The events unfolding in Washington, D.C. and across our nation have demonstrated the fragility of democracy. Events, words, and actions that support the erosion of democracy are not something to simply forget or move beyond. As educators, how are we working to ensure we are acting to deter future acts of violence and insurrection?
As a community of practice, all of 2020 into 2021 (not to mention years prior) leaves much from which to heal. A global pandemic, economic collapse, pivot to remote instruction, racial reckoning, political divides across the nation, and an attack on the Capital in early 2021 are ubiquitous and exhausting. We must not normalize these activities and events, nor simply move forward as brave educators with a smile.
We need a place to come together and make sense of things. We need an opportunity to feel empowered to make a positive change, to take back agency, and move forward in a manner that honors and heals. Who knew that assessment professionals would need to call together a town hall on democracy? But we must, because democracy is fragile. And figuring out how to manage conversations on democracy is a must for institutions of higher education.
Previously, I discussed the importance of self-care during living and working in a pandemic. But in the interest of self-care, we need community space to come together to engage in professional care with each other. Institutions of higher education state in their mission and vision that an agreed upon purpose of education is to support the public good and produce graduates who are ready to actively engage and participate in democracy and civic life.
Assessment data relate to democractic participation. We track this via voting rates and community involvement. But there are many learning outcomes that citizens need to utilize with regularity to participate in a fully functioning democracy such as debate, critical thinking, use of information resources, problem identification, empathy, community building, teamwork, and information literacy to name a few.
Higher education leaders offered statements to reaffirm core beliefs and called for serious reflection on societal structures and organizations that have enabled or supported the deterioration of the foundation of democracy in the U.S. What did we do in assessment or what should we do? What role, if any, did assessment play in getting us to where we are today and how can we change direction moving forward? How can we help strengthen democracy beyond a band aid approach?
The field of assessment has focused, increasingly of late, upon embedded, authentic assessment in the form of assignments that support intentional integrated educational design for students and their learning (Jankowski, et al., 2018). But this has not been our history. When the term assessment is brought up in conversation, the first image that comes to mind is that of students taking tests where assessment is a standardized test or instrument.
This association is an earned one. There is a history of assessment as a gatekeeper (Nagy, 2000), where students are sorted, limited in their access to opportunities, or filtered into specific educational experiences based on one, or many, high-stake measures. Today, students in the K-12 educational system are inundated with tests as a means to gauge progress and hold schools and teachers accountable.
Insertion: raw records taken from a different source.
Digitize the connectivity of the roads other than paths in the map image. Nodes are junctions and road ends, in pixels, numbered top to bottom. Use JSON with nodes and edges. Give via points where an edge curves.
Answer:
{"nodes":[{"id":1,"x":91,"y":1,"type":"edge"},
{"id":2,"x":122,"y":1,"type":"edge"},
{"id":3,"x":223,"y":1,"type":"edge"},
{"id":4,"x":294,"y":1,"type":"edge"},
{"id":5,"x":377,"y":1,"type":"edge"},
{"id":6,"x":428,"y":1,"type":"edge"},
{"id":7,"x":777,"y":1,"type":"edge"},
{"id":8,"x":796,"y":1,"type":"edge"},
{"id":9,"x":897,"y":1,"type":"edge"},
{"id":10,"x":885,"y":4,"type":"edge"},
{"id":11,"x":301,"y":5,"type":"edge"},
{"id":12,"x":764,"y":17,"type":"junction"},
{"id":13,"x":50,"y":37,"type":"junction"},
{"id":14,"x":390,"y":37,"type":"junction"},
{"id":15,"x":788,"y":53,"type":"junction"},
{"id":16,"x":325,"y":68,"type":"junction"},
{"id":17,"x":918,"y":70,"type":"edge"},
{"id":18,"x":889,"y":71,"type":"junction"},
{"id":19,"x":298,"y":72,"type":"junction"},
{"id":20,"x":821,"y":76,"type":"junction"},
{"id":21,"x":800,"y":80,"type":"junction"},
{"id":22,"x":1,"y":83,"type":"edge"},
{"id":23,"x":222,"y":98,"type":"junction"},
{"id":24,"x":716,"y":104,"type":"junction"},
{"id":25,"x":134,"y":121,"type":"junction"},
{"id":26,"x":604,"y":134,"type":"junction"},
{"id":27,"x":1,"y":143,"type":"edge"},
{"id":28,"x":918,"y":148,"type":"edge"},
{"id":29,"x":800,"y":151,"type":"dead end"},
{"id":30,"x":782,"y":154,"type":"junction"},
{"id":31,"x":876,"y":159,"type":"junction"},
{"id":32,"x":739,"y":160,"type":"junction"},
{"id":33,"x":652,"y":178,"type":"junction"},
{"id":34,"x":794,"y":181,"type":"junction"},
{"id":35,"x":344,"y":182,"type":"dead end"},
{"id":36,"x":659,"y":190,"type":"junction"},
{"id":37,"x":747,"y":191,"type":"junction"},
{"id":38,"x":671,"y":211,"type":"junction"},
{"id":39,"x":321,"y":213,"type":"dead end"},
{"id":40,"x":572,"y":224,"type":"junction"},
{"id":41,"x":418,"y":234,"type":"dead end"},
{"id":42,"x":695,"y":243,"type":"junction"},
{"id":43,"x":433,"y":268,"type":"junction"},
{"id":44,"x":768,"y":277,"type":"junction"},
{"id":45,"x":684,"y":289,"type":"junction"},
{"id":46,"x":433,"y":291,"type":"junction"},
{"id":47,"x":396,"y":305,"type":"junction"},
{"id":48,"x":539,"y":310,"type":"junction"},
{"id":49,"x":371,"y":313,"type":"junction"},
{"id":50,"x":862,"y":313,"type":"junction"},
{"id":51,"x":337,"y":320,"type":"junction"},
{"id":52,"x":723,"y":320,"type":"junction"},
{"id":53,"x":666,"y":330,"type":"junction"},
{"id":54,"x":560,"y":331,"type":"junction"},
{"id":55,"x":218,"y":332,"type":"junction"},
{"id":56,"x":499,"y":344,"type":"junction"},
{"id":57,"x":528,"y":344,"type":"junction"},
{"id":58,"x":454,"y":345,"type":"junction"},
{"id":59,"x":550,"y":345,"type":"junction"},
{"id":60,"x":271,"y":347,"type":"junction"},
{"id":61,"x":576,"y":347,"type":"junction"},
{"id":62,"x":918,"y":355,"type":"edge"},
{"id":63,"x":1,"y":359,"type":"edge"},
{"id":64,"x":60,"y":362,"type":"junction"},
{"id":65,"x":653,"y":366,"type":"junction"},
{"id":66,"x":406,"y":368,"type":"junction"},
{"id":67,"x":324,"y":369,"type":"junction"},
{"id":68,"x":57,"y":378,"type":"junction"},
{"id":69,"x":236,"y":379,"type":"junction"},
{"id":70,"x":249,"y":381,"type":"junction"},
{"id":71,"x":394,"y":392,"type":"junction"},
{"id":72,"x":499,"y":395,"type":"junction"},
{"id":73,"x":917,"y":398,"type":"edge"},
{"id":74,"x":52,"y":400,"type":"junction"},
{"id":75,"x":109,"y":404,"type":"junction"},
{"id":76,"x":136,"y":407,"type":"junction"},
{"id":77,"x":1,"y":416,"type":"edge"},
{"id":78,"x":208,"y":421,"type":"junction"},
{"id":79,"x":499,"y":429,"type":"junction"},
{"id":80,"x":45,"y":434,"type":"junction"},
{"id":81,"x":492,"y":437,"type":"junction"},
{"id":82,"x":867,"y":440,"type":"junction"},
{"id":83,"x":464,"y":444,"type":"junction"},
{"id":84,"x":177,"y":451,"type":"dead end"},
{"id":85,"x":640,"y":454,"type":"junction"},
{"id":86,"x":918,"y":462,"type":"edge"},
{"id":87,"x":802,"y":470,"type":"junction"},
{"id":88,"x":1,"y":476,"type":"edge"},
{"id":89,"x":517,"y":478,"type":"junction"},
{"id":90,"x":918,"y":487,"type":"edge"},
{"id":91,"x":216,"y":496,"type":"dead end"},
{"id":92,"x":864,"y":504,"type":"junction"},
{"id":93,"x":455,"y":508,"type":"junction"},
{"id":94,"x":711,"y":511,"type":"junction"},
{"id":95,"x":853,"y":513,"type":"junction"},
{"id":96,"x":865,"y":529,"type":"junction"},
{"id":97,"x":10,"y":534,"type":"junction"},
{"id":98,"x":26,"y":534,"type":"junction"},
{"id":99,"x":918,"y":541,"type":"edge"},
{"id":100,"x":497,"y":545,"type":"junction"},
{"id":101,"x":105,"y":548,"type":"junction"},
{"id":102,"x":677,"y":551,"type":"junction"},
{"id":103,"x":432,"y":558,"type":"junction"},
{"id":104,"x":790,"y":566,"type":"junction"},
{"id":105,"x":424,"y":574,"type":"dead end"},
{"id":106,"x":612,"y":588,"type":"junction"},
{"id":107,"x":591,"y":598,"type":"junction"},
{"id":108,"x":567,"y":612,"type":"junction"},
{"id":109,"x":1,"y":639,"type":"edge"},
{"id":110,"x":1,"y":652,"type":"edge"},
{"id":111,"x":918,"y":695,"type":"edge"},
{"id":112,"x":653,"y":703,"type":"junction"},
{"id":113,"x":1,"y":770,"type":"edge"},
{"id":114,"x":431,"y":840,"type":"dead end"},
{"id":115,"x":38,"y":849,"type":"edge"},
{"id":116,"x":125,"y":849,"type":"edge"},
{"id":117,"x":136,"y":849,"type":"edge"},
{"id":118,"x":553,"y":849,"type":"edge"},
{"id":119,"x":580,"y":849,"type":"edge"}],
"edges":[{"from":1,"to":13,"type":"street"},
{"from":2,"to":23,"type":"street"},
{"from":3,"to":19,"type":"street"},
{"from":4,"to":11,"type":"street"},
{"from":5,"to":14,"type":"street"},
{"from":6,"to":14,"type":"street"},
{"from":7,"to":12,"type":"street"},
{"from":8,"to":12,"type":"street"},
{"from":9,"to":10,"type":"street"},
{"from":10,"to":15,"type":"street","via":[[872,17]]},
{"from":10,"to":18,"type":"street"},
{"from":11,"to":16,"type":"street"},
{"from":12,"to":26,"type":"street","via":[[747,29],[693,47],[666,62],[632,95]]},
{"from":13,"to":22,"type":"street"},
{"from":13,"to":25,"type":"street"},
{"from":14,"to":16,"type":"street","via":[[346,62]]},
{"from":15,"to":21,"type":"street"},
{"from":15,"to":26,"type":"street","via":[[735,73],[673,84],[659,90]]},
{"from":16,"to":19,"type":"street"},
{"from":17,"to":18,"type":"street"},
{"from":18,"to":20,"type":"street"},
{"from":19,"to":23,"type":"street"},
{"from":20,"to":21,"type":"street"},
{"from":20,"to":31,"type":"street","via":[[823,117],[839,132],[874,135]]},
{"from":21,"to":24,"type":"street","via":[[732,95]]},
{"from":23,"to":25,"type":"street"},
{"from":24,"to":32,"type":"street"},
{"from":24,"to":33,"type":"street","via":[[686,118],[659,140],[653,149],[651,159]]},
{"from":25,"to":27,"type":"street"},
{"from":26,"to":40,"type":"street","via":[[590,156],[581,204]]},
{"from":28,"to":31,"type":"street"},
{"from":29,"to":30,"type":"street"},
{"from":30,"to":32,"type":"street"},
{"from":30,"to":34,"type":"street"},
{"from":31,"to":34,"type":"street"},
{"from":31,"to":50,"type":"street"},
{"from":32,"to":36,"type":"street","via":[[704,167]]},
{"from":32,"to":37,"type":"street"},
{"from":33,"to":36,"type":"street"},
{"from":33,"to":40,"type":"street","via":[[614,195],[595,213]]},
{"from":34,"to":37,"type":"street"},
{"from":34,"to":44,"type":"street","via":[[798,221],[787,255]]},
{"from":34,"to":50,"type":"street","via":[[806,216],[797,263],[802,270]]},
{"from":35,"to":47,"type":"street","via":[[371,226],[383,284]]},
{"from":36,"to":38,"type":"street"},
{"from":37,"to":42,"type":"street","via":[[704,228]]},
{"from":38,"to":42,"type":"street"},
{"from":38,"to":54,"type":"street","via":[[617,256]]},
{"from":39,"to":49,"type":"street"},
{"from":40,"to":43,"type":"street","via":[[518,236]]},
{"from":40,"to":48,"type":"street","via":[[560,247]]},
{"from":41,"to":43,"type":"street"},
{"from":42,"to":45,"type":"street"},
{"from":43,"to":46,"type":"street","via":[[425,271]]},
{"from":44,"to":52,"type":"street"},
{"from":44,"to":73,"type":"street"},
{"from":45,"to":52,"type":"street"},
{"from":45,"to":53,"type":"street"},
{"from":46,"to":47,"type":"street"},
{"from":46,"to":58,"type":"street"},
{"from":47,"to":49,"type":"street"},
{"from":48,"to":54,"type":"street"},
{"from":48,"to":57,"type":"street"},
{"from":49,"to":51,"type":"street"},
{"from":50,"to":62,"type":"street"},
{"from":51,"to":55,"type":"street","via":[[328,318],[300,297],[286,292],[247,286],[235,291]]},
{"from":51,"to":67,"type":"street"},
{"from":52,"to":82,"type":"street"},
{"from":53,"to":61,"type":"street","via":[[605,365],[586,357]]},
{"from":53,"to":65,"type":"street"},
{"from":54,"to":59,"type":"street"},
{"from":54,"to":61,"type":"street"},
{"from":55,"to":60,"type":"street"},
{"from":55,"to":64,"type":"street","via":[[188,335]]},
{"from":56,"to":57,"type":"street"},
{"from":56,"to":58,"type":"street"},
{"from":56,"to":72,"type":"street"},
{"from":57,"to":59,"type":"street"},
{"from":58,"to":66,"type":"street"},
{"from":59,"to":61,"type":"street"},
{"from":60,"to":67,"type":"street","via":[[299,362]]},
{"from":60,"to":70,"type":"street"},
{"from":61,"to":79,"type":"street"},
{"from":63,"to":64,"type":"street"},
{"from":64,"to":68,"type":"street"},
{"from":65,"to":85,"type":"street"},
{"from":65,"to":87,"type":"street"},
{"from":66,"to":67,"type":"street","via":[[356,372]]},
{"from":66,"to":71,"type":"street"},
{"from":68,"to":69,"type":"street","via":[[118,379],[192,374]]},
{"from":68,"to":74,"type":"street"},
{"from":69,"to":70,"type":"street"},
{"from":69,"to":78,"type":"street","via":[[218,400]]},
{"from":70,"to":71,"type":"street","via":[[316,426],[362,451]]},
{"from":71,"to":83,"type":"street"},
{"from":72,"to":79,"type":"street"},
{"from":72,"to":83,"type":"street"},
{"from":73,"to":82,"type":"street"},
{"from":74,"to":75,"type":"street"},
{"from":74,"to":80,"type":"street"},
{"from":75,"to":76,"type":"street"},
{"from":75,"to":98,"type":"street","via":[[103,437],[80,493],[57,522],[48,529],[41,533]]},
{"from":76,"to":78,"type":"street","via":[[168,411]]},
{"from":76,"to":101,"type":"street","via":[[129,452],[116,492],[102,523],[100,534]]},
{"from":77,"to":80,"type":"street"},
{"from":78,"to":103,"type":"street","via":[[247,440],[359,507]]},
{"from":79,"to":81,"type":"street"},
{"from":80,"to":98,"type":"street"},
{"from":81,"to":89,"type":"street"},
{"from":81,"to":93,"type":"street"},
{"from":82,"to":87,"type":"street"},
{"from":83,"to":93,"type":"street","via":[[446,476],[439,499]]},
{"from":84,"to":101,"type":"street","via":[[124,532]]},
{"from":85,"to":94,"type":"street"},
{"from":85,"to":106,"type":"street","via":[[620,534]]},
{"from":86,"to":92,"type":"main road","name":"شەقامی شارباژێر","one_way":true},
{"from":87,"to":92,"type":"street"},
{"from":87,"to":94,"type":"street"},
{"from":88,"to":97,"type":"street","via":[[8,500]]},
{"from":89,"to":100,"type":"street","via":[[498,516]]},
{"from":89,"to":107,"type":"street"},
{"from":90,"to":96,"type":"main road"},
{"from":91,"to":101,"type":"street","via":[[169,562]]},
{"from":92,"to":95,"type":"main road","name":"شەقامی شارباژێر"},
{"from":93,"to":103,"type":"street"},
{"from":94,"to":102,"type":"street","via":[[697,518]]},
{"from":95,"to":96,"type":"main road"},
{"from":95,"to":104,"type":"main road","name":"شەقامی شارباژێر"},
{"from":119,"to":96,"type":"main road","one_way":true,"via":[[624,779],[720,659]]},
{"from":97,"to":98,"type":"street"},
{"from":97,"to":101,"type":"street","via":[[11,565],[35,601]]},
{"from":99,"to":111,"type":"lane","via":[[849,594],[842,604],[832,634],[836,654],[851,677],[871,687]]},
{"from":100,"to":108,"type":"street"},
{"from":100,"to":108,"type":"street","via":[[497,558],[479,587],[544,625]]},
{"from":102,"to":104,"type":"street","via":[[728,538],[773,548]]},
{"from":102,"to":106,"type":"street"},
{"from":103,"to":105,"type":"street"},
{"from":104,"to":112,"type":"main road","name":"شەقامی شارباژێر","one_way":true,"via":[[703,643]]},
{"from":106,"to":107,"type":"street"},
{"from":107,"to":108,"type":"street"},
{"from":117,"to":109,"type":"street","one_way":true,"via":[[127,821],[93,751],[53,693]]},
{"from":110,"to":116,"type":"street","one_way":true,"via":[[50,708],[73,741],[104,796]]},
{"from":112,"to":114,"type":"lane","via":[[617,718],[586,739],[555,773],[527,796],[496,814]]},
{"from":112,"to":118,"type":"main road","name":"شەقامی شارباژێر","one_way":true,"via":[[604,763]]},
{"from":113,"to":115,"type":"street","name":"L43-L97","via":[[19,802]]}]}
Those K-12 students become postsecondary education students and bring with them their experience with tests and assessments, not as blank slates, but as experienced test takers or jaded educational survivors.
There is a history of standardized tests as a means to keep students out. Every citizen who participated in K-12 education views assessment as a test. This view of assessment as a test means that any discussion about the relationship between democracy and assessment should begin with tests, and what better imagery to employ than that of the Scantron. For this reason, to unearth and discuss the history of assessment as a means to understand how to move forward, the series on Democracy and Assessment leads with the visual of a Scantron at the top.
We know that standardized tests have roles and functions where they add value, but that has not been the experience of most test takers. Further, the vast majority of our nation has not experienced reflective assignments, authentic assessments, or alternative demonstrations of their learning. It is a future state they can protest to achieve, but it is not yet happening at scale. For this reason, the bottom of the image of the series on Democracy and Assessment indicates the voices of students that are not heard or honored routinely in the process of assessing student learning. But imagery is only one part of re-imagining civic engagement and associated learning outcomes as well as how democratically associated learning is assessed.
As this series unfolds, I invite each of you to share your expertise in helping to develop strategies, assignments and tasks, and experiences that engage students in democractic thinking and activities within courses and co-curricular experiences. Together, there is much we can accomplish. Divided, we remain where we are and this is not particularly a place where I believe we want to settle in and get comfortable.
So thank you. Thank you for reading this and thank you for joining the community of practice to provide needed scaffolding to democracy.